[Dataset entries]
□ □ □

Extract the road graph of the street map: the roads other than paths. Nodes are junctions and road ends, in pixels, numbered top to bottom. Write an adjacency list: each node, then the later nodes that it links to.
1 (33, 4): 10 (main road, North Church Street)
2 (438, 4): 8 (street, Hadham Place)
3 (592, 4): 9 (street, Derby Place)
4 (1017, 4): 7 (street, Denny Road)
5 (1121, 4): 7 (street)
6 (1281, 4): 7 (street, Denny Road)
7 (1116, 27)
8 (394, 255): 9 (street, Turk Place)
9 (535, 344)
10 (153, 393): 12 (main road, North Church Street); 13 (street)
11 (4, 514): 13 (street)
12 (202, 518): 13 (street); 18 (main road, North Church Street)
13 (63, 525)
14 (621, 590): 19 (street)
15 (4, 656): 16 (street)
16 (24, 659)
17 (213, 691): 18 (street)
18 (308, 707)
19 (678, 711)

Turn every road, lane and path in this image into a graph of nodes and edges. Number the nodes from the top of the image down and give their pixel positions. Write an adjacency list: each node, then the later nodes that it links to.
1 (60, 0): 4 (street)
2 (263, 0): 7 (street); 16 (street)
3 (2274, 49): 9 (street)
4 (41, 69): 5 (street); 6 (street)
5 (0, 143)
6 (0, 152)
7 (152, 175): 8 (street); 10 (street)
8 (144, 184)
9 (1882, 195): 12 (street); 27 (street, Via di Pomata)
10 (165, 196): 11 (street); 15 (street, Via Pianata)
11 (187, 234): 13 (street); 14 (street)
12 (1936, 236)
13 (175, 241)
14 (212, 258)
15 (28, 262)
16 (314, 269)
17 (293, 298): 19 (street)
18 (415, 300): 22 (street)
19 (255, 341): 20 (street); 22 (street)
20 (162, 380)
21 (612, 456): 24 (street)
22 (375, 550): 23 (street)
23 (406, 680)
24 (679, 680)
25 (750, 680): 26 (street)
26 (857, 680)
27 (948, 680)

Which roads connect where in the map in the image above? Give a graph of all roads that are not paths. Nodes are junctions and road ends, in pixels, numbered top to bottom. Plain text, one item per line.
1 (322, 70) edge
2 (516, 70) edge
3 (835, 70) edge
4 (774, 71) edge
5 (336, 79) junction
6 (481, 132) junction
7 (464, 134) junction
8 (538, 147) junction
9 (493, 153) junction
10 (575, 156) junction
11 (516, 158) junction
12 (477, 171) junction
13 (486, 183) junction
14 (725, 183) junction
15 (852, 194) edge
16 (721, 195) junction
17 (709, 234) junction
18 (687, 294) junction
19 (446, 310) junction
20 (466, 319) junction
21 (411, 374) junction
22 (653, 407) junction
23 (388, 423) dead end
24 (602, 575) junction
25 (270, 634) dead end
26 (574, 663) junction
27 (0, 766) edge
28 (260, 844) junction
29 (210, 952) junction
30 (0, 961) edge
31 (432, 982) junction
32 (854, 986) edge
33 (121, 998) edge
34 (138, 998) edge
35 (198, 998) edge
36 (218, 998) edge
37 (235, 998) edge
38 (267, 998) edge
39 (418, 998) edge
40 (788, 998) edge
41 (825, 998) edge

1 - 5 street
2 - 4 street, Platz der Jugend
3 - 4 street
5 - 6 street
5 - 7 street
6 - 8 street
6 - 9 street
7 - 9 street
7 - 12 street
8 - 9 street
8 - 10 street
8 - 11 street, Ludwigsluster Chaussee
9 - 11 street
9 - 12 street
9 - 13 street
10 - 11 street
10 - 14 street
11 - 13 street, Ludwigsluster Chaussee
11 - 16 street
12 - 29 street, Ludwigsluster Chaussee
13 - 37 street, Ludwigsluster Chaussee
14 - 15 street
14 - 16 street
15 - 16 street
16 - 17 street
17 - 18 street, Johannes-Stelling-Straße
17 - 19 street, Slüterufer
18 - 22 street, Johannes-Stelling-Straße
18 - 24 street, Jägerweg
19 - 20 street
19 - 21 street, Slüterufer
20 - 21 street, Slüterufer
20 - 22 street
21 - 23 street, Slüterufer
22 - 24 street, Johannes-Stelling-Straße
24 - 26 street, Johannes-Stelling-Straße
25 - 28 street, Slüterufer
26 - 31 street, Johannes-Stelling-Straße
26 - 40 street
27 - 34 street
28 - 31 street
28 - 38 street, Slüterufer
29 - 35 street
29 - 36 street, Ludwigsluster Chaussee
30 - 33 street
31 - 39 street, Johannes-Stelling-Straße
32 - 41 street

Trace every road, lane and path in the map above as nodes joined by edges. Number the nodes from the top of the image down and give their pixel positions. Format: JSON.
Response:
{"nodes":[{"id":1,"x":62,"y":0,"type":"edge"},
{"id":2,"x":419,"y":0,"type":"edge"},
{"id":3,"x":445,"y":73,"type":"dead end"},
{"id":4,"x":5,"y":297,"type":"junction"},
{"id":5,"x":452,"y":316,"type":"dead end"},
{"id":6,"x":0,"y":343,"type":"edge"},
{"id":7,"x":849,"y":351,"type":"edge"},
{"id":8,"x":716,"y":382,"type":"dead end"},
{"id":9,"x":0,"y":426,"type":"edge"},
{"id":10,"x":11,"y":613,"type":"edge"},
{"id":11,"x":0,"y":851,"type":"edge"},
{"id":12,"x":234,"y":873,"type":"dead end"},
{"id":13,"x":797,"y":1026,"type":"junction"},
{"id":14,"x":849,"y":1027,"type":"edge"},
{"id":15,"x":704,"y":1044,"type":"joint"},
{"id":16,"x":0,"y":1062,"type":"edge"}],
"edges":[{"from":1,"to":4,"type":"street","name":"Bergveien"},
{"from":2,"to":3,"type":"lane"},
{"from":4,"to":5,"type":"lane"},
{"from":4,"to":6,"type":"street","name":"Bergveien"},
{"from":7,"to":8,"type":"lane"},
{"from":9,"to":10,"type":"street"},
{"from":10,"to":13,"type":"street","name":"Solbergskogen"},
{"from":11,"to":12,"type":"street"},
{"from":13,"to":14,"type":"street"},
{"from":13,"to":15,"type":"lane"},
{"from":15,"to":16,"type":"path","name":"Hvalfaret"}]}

□ □ □

#### What you will do
Output exactly, and only, the lines running from the one that contains "Trace every road, lane" through the last line of the entries above.

#### Exercise output
Trace every road, lane and path in the map above as nodes joined by edges. Number the nodes from the top of the image down and give their pixel positions. Format: JSON.
Response:
{"nodes":[{"id":1,"x":62,"y":0,"type":"edge"},
{"id":2,"x":419,"y":0,"type":"edge"},
{"id":3,"x":445,"y":73,"type":"dead end"},
{"id":4,"x":5,"y":297,"type":"junction"},
{"id":5,"x":452,"y":316,"type":"dead end"},
{"id":6,"x":0,"y":343,"type":"edge"},
{"id":7,"x":849,"y":351,"type":"edge"},
{"id":8,"x":716,"y":382,"type":"dead end"},
{"id":9,"x":0,"y":426,"type":"edge"},
{"id":10,"x":11,"y":613,"type":"edge"},
{"id":11,"x":0,"y":851,"type":"edge"},
{"id":12,"x":234,"y":873,"type":"dead end"},
{"id":13,"x":797,"y":1026,"type":"junction"},
{"id":14,"x":849,"y":1027,"type":"edge"},
{"id":15,"x":704,"y":1044,"type":"joint"},
{"id":16,"x":0,"y":1062,"type":"edge"}],
"edges":[{"from":1,"to":4,"type":"street","name":"Bergveien"},
{"from":2,"to":3,"type":"lane"},
{"from":4,"to":5,"type":"lane"},
{"from":4,"to":6,"type":"street","name":"Bergveien"},
{"from":7,"to":8,"type":"lane"},
{"from":9,"to":10,"type":"street"},
{"from":10,"to":13,"type":"street","name":"Solbergskogen"},
{"from":11,"to":12,"type":"street"},
{"from":13,"to":14,"type":"street"},
{"from":13,"to":15,"type":"lane"},
{"from":15,"to":16,"type":"path","name":"Hvalfaret"}]}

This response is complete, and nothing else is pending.